GIVEN INFORMATION:
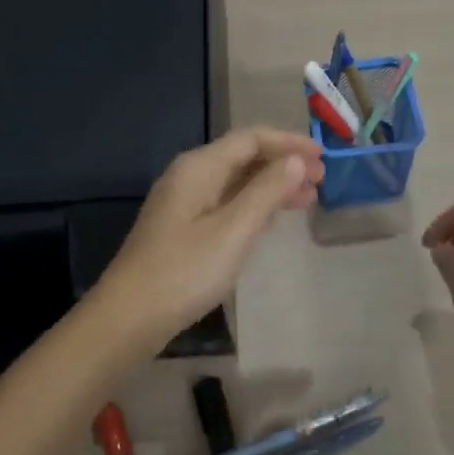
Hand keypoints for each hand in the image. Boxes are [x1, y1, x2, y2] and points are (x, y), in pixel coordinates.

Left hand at [100, 128, 324, 344]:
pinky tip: (273, 218)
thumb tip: (296, 161)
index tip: (323, 156)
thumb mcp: (233, 230)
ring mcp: (184, 202)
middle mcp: (190, 175)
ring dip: (272, 186)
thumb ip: (266, 192)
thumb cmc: (185, 271)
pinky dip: (254, 205)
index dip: (288, 143)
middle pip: (243, 157)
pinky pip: (226, 202)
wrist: (130, 316)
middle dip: (283, 164)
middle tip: (321, 180)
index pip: (250, 139)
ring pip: (236, 182)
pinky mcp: (183, 227)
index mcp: (199, 167)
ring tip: (308, 200)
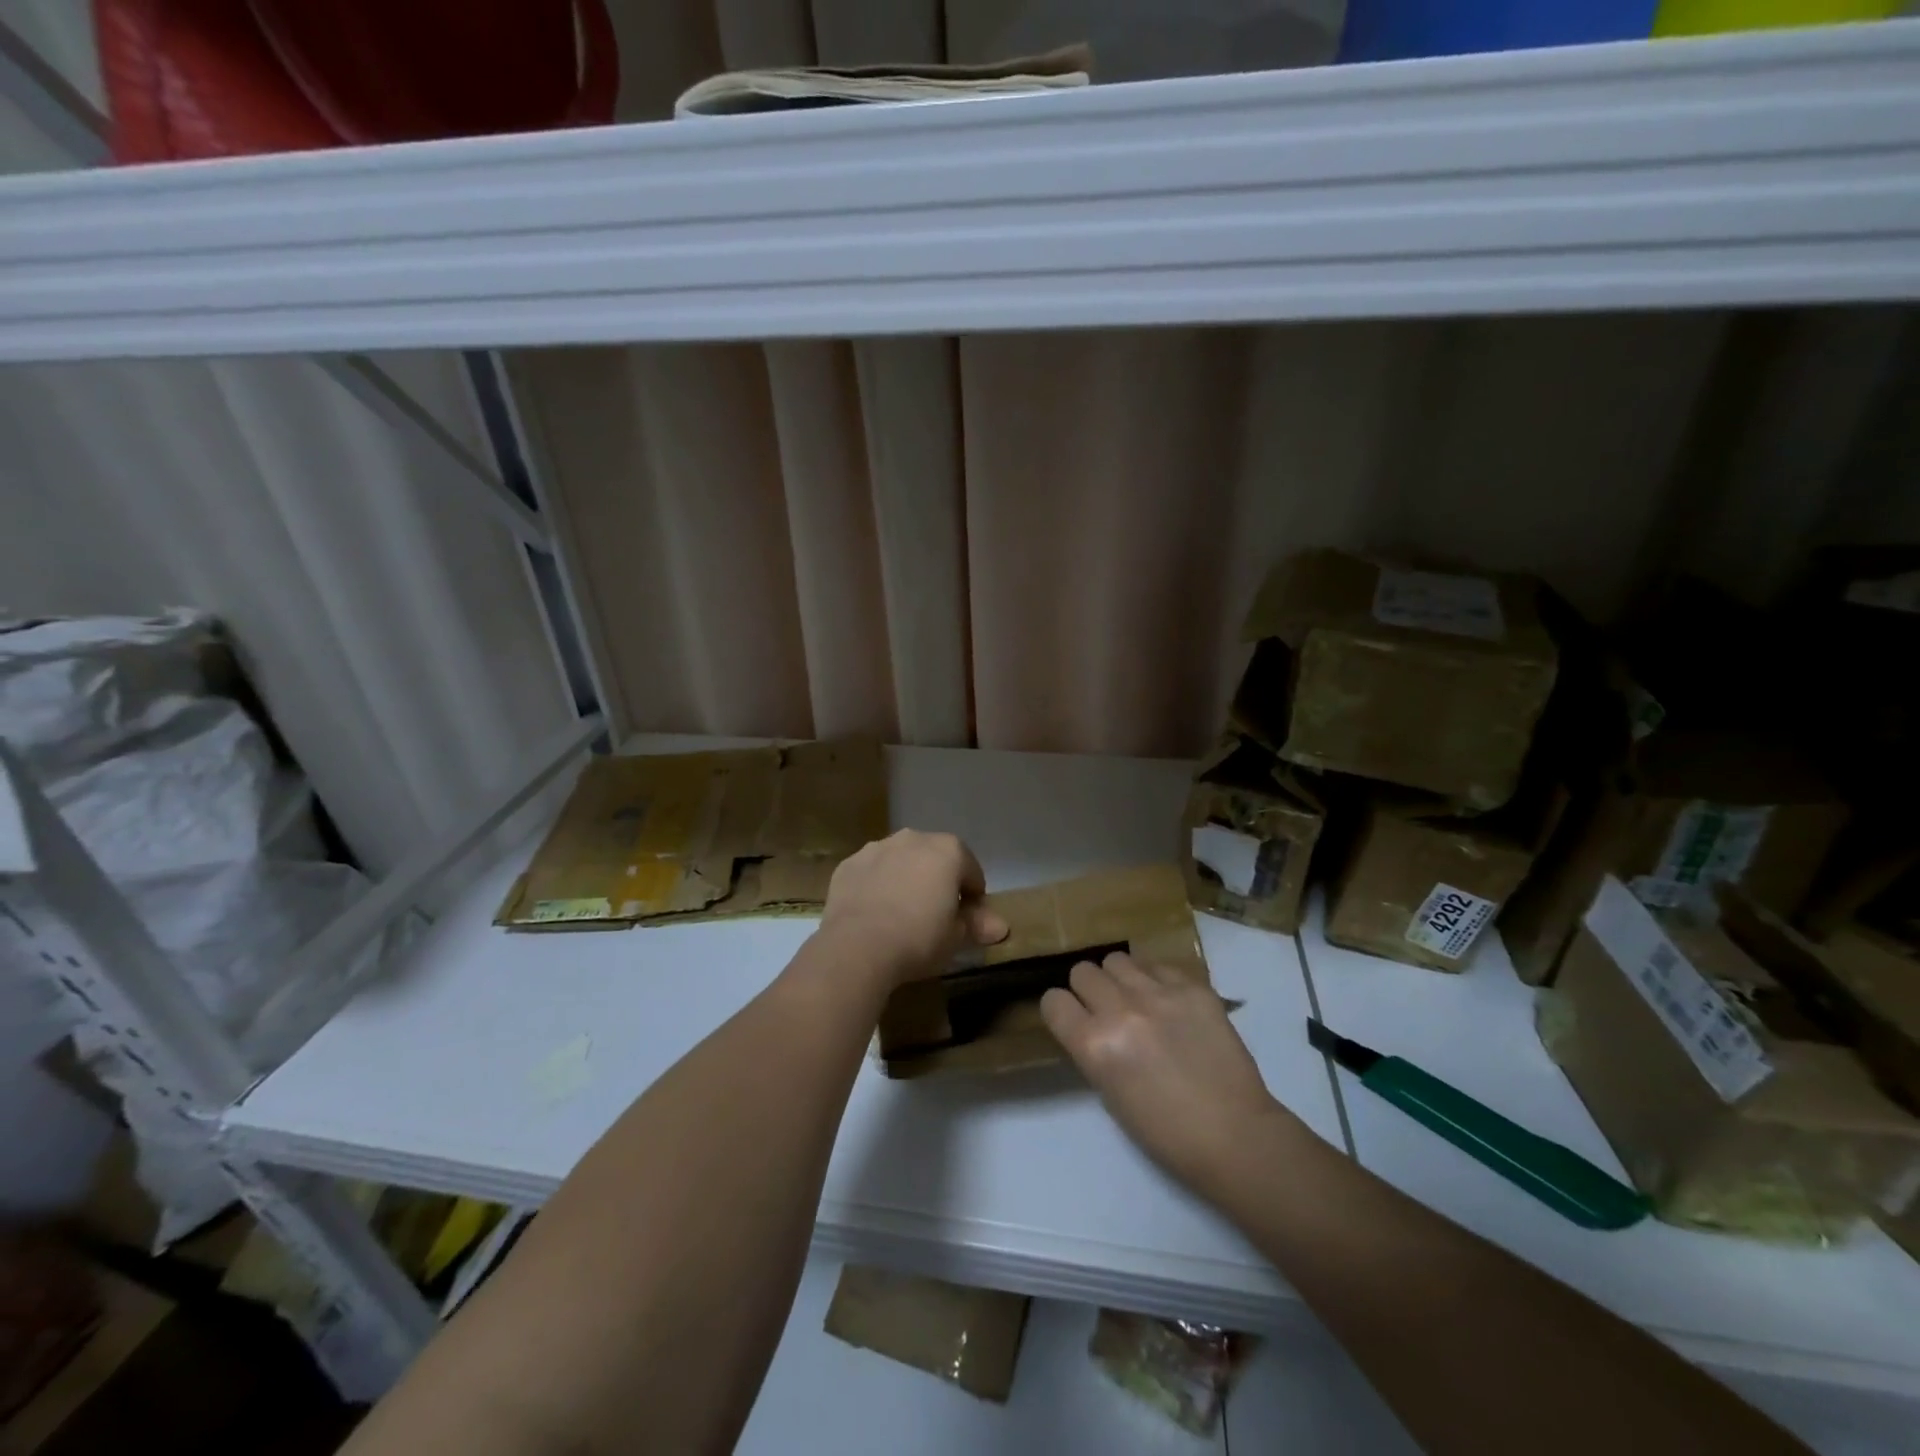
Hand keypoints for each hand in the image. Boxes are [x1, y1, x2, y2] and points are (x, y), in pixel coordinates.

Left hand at [817, 830, 1008, 985]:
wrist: (856, 947)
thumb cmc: (918, 938)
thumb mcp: (956, 937)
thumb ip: (977, 925)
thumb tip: (1000, 926)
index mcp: (948, 850)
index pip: (971, 871)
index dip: (973, 896)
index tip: (967, 920)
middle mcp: (913, 838)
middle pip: (935, 859)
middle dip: (938, 881)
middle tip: (935, 915)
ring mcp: (877, 847)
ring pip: (900, 860)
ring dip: (906, 878)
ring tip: (901, 914)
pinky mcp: (849, 864)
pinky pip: (872, 872)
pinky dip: (876, 885)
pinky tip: (873, 913)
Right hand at [1041, 952, 1289, 1194]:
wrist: (1235, 1135)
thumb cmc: (1166, 1132)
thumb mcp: (1110, 1094)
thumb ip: (1094, 1049)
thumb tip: (1091, 1023)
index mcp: (1094, 1045)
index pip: (1053, 1001)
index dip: (1061, 1010)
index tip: (1072, 1019)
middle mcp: (1121, 1010)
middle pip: (1082, 971)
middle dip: (1088, 989)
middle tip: (1106, 1009)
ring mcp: (1159, 994)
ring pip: (1117, 960)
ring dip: (1120, 979)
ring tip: (1137, 1000)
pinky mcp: (1193, 987)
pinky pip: (1159, 966)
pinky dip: (1157, 981)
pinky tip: (1171, 1005)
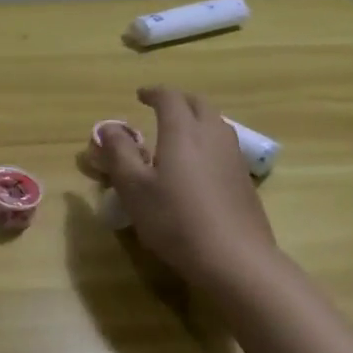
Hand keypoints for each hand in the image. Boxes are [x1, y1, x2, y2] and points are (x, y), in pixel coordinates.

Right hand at [95, 86, 279, 287]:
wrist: (235, 259)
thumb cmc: (175, 219)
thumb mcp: (133, 187)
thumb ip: (119, 153)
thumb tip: (108, 127)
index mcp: (183, 132)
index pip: (170, 98)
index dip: (153, 93)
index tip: (139, 95)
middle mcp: (212, 136)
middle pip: (198, 104)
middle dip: (178, 101)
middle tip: (159, 108)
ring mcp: (233, 157)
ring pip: (216, 123)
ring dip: (196, 118)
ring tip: (177, 132)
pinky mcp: (244, 180)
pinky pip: (224, 145)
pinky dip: (207, 140)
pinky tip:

TASK:
Filter the entries and keep only the lines holding "hand".

ANSWER AREA:
Hand keypoints for each hand in the image. Boxes are [x1, y1, x2, y2] and points are (x, y), in pixel coordinates.
Left hand at [100, 128, 324, 344]:
Hand keypoints for each hand in the image. Boxes are [x1, y1, x2, y2] and points are (x, y), in pixel coordinates.
Left hand at [817, 830, 1008, 985]:
Right hand at [1041, 952, 1289, 1194]:
Hand keypoints for each hand in the image. Boxes are [x1, y1, x2, y2] and points are (x, y), in pixel coordinates.
Right hand at [95, 86, 279, 287]:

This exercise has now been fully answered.